La phylogénie n'était pas ma matière préférée lors de mon master de bioinformatique, mais j'ai depuis pris le temps de m'y intéresser et je dois avouer que c'est un domaine passionnant. Le livre que je vous présente aujourd'hui est intitulé "Concepts et méthodes en phylogénie moléculaire," écrit par Guy Perrière et Céline Brochier-Armanet, publié dans la collection IRIS chez Springer.
Sujet
La phylogénie moléculaire consiste à analyser les séquences biologiques afin de reconstruire un arbre phylogénétique. Nous avons déjà abordé ce sujet dans plusieurs articles, en particulier dans celui-ci. Cet ouvrage propose un panorama des méthodes permettant de construire des arbres phylogénétiques : méthodes de distances, de parcimonie, de maximum de vraisemblance et les approches bayésiennes. L'ouvrage aborde aussi les notions de bases nécessaires pour comprendre les différentes approches, en particulier les modèles d'évolution moléculaire. Enfin, un chapitre se consacre à l'étude de la robustesse des arbres via des techniques comme le bootstrap, le jackknife, le test de permutations ou de vraisemblance.
Public visé
Sur la quatrième de couverture, on nous annonce un ouvrage dédié aux étudiants, aux chercheurs et aux bioinformaticiens confirmés. Effectivement, ce livre est très bien construit, très pédagogique, permettant ainsi aux étudiants souhaitant se former d'avoir une base solide. Mais l'ouvrage ne se contente pas d'effleurer chaque sujet, au contraire, les méthodes et les modèles d'évolution sont détaillés, expliqués, sans faire l'économie des formules mathématiques.
Revue
"Si un livre sur la phylogénie moléculaire doit être sur vos étagères, c'est bien celui-ci !" Ma revue pourrait s'arrêter là, je considère ce livre comme une base nécessaire à tous ceux qui s'intéressent et pratiquent la phylogénie moléculaire. Autre avantage de cet ouvrage, il est en français, ce qui ne gâche rien. J'y ai trouvé tout ce que je connaissais de la phylogénétique (très peu) et j'y ai découvert tout le reste (beaucoup).
Disponibilité
Ce livre est disponible chez Springer ou sur Amazon (et sans doute ailleurs, voire dans vos bibliothèques de labo) pour un prix entre 35 et 46 €.
Je remercie Nicolas, Serahline et Yoann M. pour la relecture.
ZaZo0o
septembre 18, 2013 à 11:40
C'est vrai que les cours de phylogénie m'ont traumatisée, surtout chez les plantes, j'en fais encore des cauchemars !
Peut-être que ce livre pourra me faire oublier tout ça.
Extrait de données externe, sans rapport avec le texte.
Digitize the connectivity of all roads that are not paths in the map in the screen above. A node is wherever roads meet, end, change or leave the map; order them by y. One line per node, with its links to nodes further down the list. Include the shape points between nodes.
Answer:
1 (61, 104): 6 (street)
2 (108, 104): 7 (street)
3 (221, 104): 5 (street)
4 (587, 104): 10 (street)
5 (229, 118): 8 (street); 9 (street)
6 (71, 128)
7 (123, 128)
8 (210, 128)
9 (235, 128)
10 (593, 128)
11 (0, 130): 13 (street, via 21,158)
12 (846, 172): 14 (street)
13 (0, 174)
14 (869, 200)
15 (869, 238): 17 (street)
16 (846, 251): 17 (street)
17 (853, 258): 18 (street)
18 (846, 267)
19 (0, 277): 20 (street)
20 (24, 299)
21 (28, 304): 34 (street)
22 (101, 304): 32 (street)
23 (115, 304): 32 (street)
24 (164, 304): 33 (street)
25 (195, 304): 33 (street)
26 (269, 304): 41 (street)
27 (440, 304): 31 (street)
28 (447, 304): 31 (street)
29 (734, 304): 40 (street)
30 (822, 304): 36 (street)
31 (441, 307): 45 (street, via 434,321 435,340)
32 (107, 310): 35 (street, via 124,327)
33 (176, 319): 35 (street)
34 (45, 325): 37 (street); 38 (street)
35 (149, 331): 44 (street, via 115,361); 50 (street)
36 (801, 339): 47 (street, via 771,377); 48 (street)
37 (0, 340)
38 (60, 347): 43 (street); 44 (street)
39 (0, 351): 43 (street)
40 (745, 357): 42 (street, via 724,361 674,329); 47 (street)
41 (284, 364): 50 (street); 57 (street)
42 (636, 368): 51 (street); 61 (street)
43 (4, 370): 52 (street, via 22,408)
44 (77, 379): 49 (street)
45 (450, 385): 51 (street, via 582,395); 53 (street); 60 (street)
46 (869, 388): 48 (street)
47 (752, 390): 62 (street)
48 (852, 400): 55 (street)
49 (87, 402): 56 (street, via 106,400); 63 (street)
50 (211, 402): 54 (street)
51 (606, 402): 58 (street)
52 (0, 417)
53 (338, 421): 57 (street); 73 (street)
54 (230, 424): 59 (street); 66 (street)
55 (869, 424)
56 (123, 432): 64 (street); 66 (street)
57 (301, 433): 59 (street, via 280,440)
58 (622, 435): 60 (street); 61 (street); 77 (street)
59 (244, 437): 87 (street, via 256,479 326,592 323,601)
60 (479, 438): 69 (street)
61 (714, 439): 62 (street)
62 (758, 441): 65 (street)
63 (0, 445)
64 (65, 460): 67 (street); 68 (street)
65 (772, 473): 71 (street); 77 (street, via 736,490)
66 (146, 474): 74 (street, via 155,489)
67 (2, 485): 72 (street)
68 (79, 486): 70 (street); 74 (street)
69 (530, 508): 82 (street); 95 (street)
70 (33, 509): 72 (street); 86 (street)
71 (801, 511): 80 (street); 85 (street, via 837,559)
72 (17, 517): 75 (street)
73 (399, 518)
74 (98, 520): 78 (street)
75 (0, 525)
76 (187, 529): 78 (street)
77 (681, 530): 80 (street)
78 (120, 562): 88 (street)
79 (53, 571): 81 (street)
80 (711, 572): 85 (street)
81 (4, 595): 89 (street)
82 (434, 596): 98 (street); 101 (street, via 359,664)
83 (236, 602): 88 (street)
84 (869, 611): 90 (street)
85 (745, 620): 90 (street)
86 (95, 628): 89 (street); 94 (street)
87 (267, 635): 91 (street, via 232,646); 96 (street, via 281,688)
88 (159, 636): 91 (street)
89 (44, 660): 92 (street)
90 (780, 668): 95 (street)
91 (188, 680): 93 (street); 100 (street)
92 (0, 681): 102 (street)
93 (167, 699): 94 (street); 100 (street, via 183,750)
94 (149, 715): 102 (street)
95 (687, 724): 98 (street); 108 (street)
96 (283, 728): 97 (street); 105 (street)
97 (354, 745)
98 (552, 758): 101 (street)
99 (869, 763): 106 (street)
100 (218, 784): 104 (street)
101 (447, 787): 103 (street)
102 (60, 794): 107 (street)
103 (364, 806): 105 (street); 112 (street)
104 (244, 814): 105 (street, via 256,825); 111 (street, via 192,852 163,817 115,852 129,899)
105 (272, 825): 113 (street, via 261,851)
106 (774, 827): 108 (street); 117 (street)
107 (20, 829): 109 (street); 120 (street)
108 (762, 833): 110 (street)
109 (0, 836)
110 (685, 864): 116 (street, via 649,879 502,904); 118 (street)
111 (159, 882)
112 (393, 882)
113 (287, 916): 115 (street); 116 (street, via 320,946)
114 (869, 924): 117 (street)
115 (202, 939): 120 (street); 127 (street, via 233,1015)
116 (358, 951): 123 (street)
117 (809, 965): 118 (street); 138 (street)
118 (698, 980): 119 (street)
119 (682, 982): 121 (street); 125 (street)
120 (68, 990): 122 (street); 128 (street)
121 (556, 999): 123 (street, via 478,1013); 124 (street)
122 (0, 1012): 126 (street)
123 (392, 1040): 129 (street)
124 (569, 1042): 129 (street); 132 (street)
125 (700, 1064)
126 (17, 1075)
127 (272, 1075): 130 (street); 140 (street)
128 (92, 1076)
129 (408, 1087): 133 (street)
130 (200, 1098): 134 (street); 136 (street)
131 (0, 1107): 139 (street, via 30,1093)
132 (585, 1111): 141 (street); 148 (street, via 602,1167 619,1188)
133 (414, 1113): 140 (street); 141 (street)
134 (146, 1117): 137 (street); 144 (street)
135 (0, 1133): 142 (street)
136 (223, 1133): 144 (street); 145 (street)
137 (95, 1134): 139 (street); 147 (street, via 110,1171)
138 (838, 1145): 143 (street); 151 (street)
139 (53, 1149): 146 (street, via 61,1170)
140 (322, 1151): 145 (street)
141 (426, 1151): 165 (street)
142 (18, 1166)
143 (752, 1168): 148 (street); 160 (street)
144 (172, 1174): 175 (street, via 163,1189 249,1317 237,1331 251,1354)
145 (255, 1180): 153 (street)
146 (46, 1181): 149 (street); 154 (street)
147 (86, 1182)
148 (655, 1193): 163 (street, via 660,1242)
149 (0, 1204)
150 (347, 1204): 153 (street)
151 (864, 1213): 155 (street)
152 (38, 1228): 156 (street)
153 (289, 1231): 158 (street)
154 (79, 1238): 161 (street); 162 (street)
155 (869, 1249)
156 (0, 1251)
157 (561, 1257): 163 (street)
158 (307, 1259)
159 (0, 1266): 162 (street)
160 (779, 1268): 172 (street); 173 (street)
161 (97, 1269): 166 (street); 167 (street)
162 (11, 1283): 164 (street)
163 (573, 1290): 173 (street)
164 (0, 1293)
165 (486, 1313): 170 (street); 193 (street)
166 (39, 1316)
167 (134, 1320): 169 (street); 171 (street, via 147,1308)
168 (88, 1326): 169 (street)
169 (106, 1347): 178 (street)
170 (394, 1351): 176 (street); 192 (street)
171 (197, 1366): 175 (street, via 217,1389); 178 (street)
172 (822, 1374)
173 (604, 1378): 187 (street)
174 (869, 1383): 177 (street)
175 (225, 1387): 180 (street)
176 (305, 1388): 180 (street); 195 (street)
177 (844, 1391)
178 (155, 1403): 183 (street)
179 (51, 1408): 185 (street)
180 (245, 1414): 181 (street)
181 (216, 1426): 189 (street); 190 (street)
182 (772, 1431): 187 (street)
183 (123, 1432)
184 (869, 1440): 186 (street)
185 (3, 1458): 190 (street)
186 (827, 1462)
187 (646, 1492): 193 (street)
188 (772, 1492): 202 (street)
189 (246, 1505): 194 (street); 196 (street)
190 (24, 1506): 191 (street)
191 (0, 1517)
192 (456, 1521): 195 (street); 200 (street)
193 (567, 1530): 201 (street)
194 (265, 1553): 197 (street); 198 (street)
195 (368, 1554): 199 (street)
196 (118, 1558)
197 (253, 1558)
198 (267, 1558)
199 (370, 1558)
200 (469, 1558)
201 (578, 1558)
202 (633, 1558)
Le jour où j'aurai besoin d'en savoir plus je saurai quel bouquin acheter.
Merci Bilou! 🙂
Yoann M.
septembre 18, 2013 à 12:15
Une matière pas du tout facile à approcher. À vrai dire je la détestais plus que tout pendant mon master (mais je pense aussi que le prof a beaucoup fait pour ça malheureusement aussi...). On ne pouvait pas plus mal l'approcher qu'avec cette personne je pense...
Heureusement, j'ai redécouvert la phylogénie durant mon stage de fin de master et je suis resté dedans encore 1 an après pour mon premier contrat.
C'est un domaine de la bioinformatique qui est en réalité passionnant, il faut juste prendre le temps de comprendre les basiques et d'avoir des jeux de données intéressants à analyser pour se prendre au jeu.
J'ai hâte de lire ce bouquin après ta petite fiche bilou, merci ! 🙂
Ludo Cottret
septembre 19, 2013 à 3:16
Ce livre est en effet très bien foutu mais manque d'exercices pratiques. Pour ça je conseille l'excellent "Phylogenetic handbook", véritable livre de recettes de la phylogénie :
http://www.kuleuven.be/aidslab/phylogenybook/home.html
Guillaume Collet
septembre 19, 2013 à 3:37
Oui effectivement, ce livre est très théorique et ne contient pas d'exercices.